[[ STUDY MATERIAL, beginning ]]
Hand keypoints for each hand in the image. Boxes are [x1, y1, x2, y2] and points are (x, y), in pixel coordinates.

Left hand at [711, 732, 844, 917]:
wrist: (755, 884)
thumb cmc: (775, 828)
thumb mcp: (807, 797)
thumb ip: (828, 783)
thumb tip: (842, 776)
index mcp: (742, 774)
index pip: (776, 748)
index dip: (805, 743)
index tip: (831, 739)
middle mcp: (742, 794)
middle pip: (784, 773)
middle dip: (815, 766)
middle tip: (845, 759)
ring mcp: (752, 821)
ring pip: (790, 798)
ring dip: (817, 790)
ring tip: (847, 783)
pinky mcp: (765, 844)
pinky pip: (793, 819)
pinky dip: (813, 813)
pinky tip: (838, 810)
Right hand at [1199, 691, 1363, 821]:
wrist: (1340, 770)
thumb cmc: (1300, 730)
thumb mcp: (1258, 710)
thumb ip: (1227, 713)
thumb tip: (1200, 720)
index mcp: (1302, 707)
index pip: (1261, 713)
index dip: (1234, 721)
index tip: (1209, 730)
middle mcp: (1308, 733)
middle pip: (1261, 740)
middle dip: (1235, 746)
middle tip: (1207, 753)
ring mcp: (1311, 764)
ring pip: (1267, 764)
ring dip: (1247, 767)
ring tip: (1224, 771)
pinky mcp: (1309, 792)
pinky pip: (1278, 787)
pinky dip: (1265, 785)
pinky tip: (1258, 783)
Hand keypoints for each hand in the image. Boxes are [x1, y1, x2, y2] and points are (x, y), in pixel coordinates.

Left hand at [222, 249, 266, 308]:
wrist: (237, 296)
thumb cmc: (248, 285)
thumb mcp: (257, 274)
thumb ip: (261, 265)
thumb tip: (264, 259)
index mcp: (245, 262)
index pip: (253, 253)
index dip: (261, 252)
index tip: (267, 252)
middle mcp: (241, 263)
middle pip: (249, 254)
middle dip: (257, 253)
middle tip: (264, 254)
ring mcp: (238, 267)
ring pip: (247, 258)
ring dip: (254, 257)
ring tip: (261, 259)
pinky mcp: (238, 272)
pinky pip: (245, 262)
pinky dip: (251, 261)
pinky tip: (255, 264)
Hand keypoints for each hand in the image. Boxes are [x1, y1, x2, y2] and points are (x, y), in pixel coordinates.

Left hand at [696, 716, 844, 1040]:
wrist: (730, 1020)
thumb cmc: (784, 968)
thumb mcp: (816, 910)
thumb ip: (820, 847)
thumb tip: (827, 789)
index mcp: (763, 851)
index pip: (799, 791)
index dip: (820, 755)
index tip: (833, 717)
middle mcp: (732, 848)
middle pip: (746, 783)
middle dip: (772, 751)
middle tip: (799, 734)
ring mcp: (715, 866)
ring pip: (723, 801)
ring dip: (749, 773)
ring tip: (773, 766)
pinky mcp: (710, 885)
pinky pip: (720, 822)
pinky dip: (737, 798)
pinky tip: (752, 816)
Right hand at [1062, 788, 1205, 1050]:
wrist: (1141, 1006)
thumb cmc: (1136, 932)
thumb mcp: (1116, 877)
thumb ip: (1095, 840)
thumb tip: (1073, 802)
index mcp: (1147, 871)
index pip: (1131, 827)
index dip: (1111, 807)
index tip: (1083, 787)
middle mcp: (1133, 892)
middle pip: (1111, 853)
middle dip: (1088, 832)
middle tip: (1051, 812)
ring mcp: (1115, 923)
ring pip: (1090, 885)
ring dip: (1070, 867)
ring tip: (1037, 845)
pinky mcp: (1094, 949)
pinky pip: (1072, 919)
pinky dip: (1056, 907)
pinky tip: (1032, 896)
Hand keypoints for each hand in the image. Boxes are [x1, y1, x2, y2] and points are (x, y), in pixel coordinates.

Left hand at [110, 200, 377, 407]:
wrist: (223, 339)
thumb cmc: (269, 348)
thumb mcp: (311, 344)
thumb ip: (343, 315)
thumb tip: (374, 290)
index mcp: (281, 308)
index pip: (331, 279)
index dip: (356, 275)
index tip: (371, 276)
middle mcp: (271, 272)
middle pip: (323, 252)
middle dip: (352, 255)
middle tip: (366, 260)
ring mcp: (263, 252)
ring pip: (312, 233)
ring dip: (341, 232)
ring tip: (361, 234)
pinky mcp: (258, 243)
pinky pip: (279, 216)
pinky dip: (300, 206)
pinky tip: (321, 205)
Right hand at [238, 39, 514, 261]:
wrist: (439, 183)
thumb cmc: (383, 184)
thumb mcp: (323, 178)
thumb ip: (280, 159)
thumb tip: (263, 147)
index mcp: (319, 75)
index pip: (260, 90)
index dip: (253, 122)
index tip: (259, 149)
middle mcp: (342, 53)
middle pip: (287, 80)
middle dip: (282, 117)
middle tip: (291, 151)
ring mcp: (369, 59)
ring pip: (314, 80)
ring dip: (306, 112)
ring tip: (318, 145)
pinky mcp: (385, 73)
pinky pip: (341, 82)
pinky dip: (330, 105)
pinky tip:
[[ STUDY MATERIAL, end ]]
▸ TASK BRIEF
The entire listing needs to be output again, exactly, please.

▸ RESPONSE AREA
Hand keypoints for each hand in the image. Boxes are [x1, y1, x2, y2] and points are (x, y), in pixel coordinates.

Left hand at [711, 732, 844, 917]:
wrist: (755, 884)
thumb cmc: (775, 828)
thumb mcp: (807, 797)
thumb ip: (828, 783)
thumb tip: (842, 776)
index mcp: (742, 774)
index pip: (776, 748)
index dip: (805, 743)
index tip: (831, 739)
middle mcp: (742, 794)
middle pip: (784, 773)
middle dip: (815, 766)
middle tip: (845, 759)
ring mcp: (752, 821)
ring pip: (790, 798)
ring dip: (817, 790)
ring tip: (847, 783)
pinky mcp: (765, 844)
pinky pip: (793, 819)
pinky dip: (813, 813)
pinky tip: (838, 810)
Right hand at [1199, 691, 1363, 821]:
wrist: (1340, 770)
thumb cmc: (1300, 730)
thumb mcp: (1258, 710)
thumb ip: (1227, 713)
thumb tip: (1200, 720)
index mcp: (1302, 707)
index pip: (1261, 713)
index dip: (1234, 721)
index tip: (1209, 730)
middle mcp: (1308, 733)
middle pip: (1261, 740)
middle dip: (1235, 746)
middle tip: (1207, 753)
ring mcp: (1311, 764)
ring pip: (1267, 764)
ring dip: (1247, 767)
ring tip: (1224, 771)
pinky mcp: (1309, 792)
pinky pip: (1278, 787)
pinky dip: (1265, 785)
pinky tip: (1258, 783)
Hand keypoints for each hand in the image. Boxes are [x1, y1, x2, y2] and points are (x, y), in pixel coordinates.

Left hand at [222, 249, 266, 308]:
wrist: (237, 296)
thumb cmc: (248, 285)
thumb mcp: (257, 274)
thumb ip: (261, 265)
thumb tip: (264, 259)
index mcp: (245, 262)
index pip: (253, 253)
index dip: (261, 252)
index tip: (267, 252)
middle mcp: (241, 263)
middle pip: (249, 254)
middle dip: (257, 253)
middle tip: (264, 254)
ring mcp: (238, 267)
ring pip: (247, 258)
ring dip: (254, 257)
ring tip: (261, 259)
pinky mcp: (238, 272)
pinky pip: (245, 262)
pinky dip: (251, 261)
pinky tip: (255, 264)
Hand keypoints for each hand in the image. Boxes are [x1, y1, x2, y2] and points are (x, y), in pixel coordinates.

Left hand at [696, 716, 844, 1040]:
wrist: (730, 1020)
thumb cmc: (784, 968)
thumb mcp: (816, 910)
thumb ip: (820, 847)
thumb tip: (827, 789)
index mcp: (763, 851)
index pip: (799, 791)
index dip: (820, 755)
index tip: (833, 717)
middle mcp: (732, 848)
middle pip: (746, 783)
middle dip: (772, 751)
middle tip: (799, 734)
ring mcp: (715, 866)
ring pip: (723, 801)
ring dip: (749, 773)
ring tip: (773, 766)
pinky mcp: (710, 885)
pinky pip: (720, 822)
pinky dip: (737, 798)
pinky tip: (752, 816)
Right hand at [1062, 788, 1205, 1050]:
wrist: (1141, 1006)
thumb cmc: (1136, 932)
thumb mcp: (1116, 877)
thumb ip: (1095, 840)
thumb tip: (1073, 802)
index mcp: (1147, 871)
index pip: (1131, 827)
index dip: (1111, 807)
index tip: (1083, 787)
middle mcp: (1133, 892)
middle pip: (1111, 853)
middle dip: (1088, 832)
middle tip: (1051, 812)
ring mcp: (1115, 923)
ring pip: (1090, 885)
ring dip: (1070, 867)
ring tip: (1037, 845)
pinky mcp: (1094, 949)
pinky pip: (1072, 919)
pinky dip: (1056, 907)
pinky tip: (1032, 896)
Hand keypoints for each hand in the image. Boxes are [x1, y1, x2, y2] and points are (x, y), in pixel coordinates.

Left hand at [110, 200, 377, 407]:
wrist: (223, 339)
thumb cmc: (269, 348)
thumb mcp: (311, 344)
thumb ip: (343, 315)
thumb tip: (374, 290)
index mcp: (281, 308)
index pip: (331, 279)
index dip: (356, 275)
index tip: (371, 276)
middle mcp: (271, 272)
middle pip: (323, 252)
middle dip: (352, 255)
middle tip: (366, 260)
ring mcp: (263, 252)
ring pip: (312, 233)
ring dip: (341, 232)
ring tip: (361, 234)
pinky mcp: (258, 243)
pinky pip: (279, 216)
pinky dip: (300, 206)
pinky tip: (321, 205)
Right hand at [238, 39, 514, 261]:
wrist: (439, 183)
thumb cmc: (383, 184)
thumb mcp: (323, 178)
thumb ip: (280, 159)
thumb tip: (263, 147)
index mcp: (319, 75)
index pip: (260, 90)
index dip: (253, 122)
index tip: (259, 149)
middle mcp: (342, 53)
middle pip: (287, 80)
middle dip: (282, 117)
middle tip: (291, 151)
ring mcp: (369, 59)
ring pip: (314, 80)
ring dip: (306, 112)
ring tip: (318, 145)
pinky mcp: (385, 73)
pinky pip: (341, 82)
pinky dip: (330, 105)
pinky tip:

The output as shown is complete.